I claim no credit for the material found under T Theory® on this blog.  All of this material is the creation of Terry Laundry and was downloaded from Terry’s free blog site (TypePad).  I have created a mirror of Terry’s original material and now there is a second site containing Terry’s T Theory®.  One or both of these websites hopefully will survive through time as Terry’s material is too important to be lost to the ravages of time.  This site is simply a memorial to his lifetime work.

The page content re-blogged here is exactly as Terry created on his original webpages (saved on my computer with ScrapBook)).  Nothing has been left out from the period Dec 2003 to June 2011.  From Terry’s site, I made a lot of formatting changes, creating a more easily readable webpage appearance.  The PDF chart duplicates of the JPEGs have been omitted for ease and speed of recreating Terry’s pages.  References to PDF charts should be ignored (but no chart was left out).

After June 2011, Terry created a paid subscription website. None of that material is found here.

There were many many, many hours spent on this project; downloading Terry’s individual charts & audio files, followed by the uploading of Terry’s charts and audio to my WordPress blog library, after which I had to insert the uploaded material into my new T Theory® webpages (hopefully in the correct places).  This was a dull and arduous project and I hope you enjoy it.  I don’t believe there remains any more of Terry’s material in free domain, so my T Theory® project is probably finished.  If I’ve missed something, you can leave me a comment.

If you find an uploaded reference error (chart or audio in the wrong place), please note the month and year of the webpage, plus the exact name of the referenced error file.  Include any other info that will help me locate the problem file and where it occurs on the webpage.  Leave a comment for me with the info and I’ll fix it.

Terry’s material is very long and will take many weeks for you to finish.  Don’t hurry, it’s not a marathon and you will absorb more if you go through it at a reasonable rate.  This is especially true for those who don’t invest in the T Theory® reference encyclopedia.  The encyclopedia is a written reference for T Theory® and includes everything of importance for Terry’s T Theory®.  Without the reference encyclopedia you must depend on your memory and Terry’s method carries some rules that you could easily violate.  The encyclopedia also includes new information never seen on his website.

You are welcome to save any or all of my blog material to your computer.  You also have my permission to re-blog my information, but you must (1) credit me and my blog in an obvious manner and (2) don’t change my material.

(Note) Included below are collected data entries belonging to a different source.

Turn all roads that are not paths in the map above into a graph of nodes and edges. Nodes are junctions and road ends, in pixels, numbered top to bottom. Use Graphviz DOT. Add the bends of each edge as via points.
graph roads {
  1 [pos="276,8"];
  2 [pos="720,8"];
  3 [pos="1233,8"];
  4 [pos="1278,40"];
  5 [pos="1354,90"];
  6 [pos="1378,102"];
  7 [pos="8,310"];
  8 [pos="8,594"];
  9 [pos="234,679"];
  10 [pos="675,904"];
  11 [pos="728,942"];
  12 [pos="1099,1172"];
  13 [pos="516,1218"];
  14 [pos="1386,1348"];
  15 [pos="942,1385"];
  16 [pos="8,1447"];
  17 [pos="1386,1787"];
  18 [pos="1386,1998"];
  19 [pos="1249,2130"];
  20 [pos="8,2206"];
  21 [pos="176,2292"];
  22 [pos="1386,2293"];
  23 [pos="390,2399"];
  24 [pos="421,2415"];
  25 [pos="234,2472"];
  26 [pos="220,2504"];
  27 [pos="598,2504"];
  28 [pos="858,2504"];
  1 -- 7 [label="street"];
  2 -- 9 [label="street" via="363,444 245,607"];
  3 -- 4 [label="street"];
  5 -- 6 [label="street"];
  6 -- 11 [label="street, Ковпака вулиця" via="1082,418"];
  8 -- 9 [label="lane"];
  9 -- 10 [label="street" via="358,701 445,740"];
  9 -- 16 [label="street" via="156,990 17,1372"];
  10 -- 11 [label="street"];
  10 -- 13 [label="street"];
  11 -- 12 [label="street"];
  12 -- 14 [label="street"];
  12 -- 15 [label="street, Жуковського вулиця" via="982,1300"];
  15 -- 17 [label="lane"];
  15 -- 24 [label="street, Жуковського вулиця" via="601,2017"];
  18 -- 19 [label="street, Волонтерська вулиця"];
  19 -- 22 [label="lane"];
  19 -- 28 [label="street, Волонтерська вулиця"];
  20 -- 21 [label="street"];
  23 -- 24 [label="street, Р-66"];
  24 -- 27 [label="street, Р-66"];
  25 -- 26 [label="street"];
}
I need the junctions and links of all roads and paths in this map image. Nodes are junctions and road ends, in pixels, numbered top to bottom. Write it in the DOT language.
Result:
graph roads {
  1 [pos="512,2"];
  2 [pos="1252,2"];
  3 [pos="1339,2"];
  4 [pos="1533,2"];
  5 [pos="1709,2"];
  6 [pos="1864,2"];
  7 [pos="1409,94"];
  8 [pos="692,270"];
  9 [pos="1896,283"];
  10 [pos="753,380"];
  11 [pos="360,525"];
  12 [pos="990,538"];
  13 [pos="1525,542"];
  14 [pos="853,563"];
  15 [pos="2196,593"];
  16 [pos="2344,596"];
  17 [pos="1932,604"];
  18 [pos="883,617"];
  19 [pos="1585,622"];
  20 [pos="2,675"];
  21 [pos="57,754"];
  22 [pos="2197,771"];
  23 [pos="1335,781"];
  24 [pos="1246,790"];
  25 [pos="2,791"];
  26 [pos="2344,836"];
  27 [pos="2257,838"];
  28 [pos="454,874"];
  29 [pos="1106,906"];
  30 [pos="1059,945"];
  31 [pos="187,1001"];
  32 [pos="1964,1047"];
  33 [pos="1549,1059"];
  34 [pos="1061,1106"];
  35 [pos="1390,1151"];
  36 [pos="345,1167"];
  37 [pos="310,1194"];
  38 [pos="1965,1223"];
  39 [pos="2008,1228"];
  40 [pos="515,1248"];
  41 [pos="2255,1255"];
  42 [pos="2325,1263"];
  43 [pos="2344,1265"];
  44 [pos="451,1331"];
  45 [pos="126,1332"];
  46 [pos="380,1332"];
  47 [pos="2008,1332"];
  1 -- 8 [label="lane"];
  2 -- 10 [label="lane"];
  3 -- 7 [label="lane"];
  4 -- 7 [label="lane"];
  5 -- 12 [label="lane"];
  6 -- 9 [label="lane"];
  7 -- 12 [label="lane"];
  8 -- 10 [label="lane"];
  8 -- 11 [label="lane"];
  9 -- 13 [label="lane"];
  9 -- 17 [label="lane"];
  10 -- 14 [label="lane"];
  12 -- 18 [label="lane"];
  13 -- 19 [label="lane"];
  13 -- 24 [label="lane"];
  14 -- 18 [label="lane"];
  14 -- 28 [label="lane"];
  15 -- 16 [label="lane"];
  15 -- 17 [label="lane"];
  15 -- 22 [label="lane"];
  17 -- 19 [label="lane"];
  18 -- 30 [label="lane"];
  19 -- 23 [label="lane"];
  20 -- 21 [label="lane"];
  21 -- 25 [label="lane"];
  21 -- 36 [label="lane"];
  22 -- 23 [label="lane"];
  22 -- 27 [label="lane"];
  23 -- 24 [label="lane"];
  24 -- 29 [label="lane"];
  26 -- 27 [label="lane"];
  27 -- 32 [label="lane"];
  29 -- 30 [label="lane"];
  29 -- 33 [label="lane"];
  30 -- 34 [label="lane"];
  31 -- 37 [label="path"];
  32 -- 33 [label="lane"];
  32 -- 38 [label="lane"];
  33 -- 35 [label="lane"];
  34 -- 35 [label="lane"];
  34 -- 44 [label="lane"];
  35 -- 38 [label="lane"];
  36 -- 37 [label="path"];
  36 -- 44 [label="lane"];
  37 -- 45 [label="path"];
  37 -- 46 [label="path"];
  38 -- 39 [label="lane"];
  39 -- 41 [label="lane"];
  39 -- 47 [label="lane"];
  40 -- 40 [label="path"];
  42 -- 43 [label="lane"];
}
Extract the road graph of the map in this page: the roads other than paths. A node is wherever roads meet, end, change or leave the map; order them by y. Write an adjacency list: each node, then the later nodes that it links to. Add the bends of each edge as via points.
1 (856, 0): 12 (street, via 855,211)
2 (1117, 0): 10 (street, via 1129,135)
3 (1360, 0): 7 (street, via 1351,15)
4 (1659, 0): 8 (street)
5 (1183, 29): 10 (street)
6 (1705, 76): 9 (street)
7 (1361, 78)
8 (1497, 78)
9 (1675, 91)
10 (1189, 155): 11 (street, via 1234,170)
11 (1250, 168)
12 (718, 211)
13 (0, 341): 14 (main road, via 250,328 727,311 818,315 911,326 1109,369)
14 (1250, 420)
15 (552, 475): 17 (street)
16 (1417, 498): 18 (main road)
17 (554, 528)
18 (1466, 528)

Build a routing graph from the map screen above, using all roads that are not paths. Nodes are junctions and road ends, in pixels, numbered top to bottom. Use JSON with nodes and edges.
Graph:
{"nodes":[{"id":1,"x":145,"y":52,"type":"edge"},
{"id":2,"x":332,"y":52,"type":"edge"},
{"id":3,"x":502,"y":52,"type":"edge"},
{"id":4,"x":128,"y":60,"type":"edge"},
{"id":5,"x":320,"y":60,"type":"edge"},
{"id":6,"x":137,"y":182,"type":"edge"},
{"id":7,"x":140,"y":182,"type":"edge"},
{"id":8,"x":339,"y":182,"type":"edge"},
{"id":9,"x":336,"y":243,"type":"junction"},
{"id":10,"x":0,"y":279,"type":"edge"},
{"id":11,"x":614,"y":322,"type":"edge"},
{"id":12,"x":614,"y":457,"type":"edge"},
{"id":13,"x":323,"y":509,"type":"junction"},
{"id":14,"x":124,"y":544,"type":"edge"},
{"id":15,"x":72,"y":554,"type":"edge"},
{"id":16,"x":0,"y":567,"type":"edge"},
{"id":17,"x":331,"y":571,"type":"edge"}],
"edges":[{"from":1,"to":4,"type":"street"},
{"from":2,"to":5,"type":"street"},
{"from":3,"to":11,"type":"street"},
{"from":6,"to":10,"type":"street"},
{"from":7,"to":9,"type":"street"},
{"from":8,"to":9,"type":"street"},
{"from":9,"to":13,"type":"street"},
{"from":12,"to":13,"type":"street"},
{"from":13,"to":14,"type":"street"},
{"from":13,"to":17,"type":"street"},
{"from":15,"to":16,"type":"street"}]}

FYI – I find the best way to save a webpage is using “ScrapBook” (it’s an add-on for the FireFox browser).  ScrapBook saves a webpage to your computer EXACTLY as it appears on the day you saved it.  You can’t tell the difference between the internet webpage and your ScrapBook saved webpage.  The saved pages are not pictures.  Instead the pages consist of HTML and page functionality remains identical on your computer.   There is also a second method for using ScrapBook, where you can save all of the webpages down to a defined link depth.  This optional method means all links will function on your computer to the link depth specified (meaning you can click on links on your saved webpages and tunnel down into pages within pages).  Saving the normal way will only save the top webpage but the links that exist could continue to  function by taking you to the website on the internet instead of on your computer.  But sometimes the linked website doesn’t exist anymore.  I’ve had this happen on some very good webpages with unique information (they just disappear into the internet void).  That’s a bummer when you lost some really good info and thus rose my need for ScrapBook.  You can also filter the pages saved using the optional ScrapBook method, which can exclude all pages not coming directly from the specified website (filtering is recommended using this method otherwise you wind up with a LOT of useless stuff).